I don't know what has changed in the meanwhile but last backup that ran produced the following output: /usr/lib/python2.6/site-packages/Crypto/Util/randpool.py:40: RandomPool_DeprecationWarning: This application uses RandomPool, which is BROKEN in older releases. See http://www.pycrypto.org/randpool-broken RandomPool_DeprecationWarning) Traceback (most recent call last): File "/usr/bin/fwbackups-run", line 97, in <module> prefs = config.PrefsConf(create=True) File "/usr/lib/python2.6/site-packages/fwbackups/config.py", line 677, in __init__ self.__import() File "/usr/lib/python2.6/site-packages/fwbackups/config.py", line 817, in __import cron.write(crontabLines) File "/usr/lib/python2.6/site-packages/fwbackups/cron.py", line 224, in write raise CronError(_('Could not write new crontab:\n%(a)s%(b)s') % {'a': stdout, 'b': stderr}) fwbackups.cron.CronError: 'Could not write new crontab:\nno crontab for root - using an empty one\n python: can\'t open file \'/usr/bin/cronwriter.py\': [Errno 2] No such file or directory\n crontab: "python /usr/bin/cronwriter.py" exited with status 2\n' I am not very glad with this. Things seem to get worse instead of better.

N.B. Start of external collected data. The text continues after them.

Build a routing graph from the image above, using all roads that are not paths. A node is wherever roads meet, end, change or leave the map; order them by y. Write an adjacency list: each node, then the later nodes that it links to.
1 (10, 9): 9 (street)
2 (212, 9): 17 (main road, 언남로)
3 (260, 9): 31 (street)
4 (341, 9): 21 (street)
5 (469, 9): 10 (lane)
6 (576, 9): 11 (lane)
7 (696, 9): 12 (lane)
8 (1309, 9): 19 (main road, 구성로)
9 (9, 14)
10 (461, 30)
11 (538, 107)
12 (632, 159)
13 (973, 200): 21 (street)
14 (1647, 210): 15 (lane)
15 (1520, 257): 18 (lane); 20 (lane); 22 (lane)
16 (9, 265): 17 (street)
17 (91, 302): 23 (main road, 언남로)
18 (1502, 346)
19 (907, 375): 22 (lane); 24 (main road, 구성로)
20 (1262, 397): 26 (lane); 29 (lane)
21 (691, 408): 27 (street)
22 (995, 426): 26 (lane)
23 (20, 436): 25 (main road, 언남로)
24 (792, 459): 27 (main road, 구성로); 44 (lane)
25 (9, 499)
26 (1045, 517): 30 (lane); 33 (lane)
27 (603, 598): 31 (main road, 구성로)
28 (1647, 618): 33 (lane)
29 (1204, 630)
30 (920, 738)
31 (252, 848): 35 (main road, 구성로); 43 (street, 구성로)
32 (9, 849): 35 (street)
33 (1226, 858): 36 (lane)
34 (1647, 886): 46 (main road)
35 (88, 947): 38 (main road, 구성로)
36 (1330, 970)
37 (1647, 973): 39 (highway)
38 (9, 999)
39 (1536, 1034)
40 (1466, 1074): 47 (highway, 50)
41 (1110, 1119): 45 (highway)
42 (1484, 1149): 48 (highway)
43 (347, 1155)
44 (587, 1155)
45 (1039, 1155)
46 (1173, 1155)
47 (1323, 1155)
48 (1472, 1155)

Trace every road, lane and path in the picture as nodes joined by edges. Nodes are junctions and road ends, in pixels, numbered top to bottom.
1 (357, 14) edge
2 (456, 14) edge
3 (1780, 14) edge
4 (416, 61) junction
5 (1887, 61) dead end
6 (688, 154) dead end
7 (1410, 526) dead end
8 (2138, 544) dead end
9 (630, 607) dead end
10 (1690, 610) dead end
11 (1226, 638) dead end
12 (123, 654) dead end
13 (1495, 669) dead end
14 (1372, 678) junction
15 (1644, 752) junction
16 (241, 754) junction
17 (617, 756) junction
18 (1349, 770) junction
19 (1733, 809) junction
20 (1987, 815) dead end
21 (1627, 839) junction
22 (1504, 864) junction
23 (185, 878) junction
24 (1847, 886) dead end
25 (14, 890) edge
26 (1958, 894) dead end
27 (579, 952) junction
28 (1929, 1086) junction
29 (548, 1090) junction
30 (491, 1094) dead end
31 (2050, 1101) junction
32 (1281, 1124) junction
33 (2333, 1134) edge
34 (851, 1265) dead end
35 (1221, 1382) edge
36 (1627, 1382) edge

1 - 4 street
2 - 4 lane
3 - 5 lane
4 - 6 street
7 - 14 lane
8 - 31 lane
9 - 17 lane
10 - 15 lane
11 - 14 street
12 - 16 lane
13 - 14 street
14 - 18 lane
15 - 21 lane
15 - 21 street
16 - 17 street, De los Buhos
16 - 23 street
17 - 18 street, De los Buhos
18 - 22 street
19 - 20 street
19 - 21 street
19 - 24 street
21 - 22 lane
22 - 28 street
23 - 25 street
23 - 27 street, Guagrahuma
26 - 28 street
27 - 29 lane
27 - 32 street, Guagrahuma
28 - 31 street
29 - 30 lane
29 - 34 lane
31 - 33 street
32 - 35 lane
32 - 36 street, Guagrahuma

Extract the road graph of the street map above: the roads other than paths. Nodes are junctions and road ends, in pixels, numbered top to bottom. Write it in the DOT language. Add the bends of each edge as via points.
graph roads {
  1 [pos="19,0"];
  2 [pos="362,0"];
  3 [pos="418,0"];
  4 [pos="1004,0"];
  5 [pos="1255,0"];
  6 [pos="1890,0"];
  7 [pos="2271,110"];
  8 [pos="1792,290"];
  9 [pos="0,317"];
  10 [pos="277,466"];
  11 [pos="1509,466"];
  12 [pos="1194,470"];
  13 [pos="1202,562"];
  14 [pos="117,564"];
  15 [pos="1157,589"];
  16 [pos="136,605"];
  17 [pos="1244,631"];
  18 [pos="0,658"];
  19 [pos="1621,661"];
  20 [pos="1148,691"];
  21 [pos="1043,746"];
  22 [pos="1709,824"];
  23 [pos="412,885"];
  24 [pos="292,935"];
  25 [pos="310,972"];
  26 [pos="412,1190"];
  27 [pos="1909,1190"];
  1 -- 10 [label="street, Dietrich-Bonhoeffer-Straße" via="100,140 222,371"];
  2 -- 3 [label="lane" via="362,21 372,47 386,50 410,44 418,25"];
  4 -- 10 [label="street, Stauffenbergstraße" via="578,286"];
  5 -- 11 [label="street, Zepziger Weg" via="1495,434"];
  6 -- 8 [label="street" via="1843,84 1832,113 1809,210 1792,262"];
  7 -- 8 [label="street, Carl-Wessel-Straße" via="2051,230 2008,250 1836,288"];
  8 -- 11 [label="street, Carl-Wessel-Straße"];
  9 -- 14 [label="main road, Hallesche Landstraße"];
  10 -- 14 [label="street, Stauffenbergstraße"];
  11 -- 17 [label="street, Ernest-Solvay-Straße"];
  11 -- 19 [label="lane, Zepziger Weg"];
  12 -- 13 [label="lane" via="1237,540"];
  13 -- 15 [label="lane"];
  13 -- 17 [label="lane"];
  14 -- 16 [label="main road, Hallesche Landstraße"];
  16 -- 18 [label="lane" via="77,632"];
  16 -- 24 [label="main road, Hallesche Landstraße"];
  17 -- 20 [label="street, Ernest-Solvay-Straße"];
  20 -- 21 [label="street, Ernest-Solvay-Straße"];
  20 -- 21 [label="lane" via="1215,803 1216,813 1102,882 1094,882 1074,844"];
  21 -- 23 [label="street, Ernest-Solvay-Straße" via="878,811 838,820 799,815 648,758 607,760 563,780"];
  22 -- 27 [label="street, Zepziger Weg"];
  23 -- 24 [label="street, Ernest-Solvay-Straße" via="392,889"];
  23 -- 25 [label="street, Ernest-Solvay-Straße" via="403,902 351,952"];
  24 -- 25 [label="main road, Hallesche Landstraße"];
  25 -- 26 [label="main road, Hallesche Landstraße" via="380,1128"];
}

That's a bug in fwbackups rather than paramiko. Looks like it's been fixed as well: https://bugzilla.redhat.com/show_bug.cgi?id=664077
Paramiko documents launchpad as the place for bugs and github as the place for code. However, this issue is opened on both without Robey Pointer (upstream maintainer) having responded: https://bugs.launchpad.net/paramiko/+bug/271791 https://github.com/robey/paramiko/issues#issue/1 There's a patch/pull request to solve this that was created in September: http://github.com/garyvdm/paramiko https://github.com/robey/paramiko/pull/8 We probably want to pull this for our package and probably should start talking to the other distributions about coming up with a team of people to take over maintainance (Robey Pointer said he was moving to github because he didn't use paramiko (at least the python version) anymore and wanted other people to be able to take over).
python-paramiko-1.7.6-3.fc14 has been submitted as an update for Fedora 14. https://admin.fedoraproject.org/updates/python-paramiko-1.7.6-3.fc14
python-paramiko-1.7.6-3.fc13 has been submitted as an update for Fedora 13. https://admin.fedoraproject.org/updates/python-paramiko-1.7.6-3.fc13
Eddie, if you could test that update and verify that it gets rid of the deprecation warning I'd be much appreciative. Bodhi should let us know when it is pushed to the testing repo or you could download it directly from koji (by following the links on the update page).
I have tested it running: [root@ls2ka ~]# fwbackups-run Maandelijks Jan 05 17:25:22 :: INFO : Starting automatic backup operation of set `Maandelijks' Jan 05 17:25:25 :: INFO : Using tar.gz: Must backup all paths at once - Progress notification will be disabled. Jan 05 17:30:08 :: INFO : Finished automatic backup operation of set 'Maandelijks' I did not see any errors. Looks like it is solved and the update can be forwarded to stable. Thank you very much. Regards, Eddie.
python-paramiko-1.7.6-3.fc14 has been pushed to the Fedora 14 testing repository. If problems still persist, please make note of it in this bug report. If you want to test the update, you can install it with su -c 'yum --enablerepo=updates-testing update python-paramiko'. You can provide feedback for this update here: https://admin.fedoraproject.org/updates/python-paramiko-1.7.6-3.fc14
python-paramiko-1.7.6-3.fc14 has been pushed to the Fedora 14 stable repository. If problems still persist, please make note of it in this bug report.
python-paramiko-1.7.6-3.fc13 has been pushed to the Fedora 13 stable repository. If problems still persist, please make note of it in this bug report.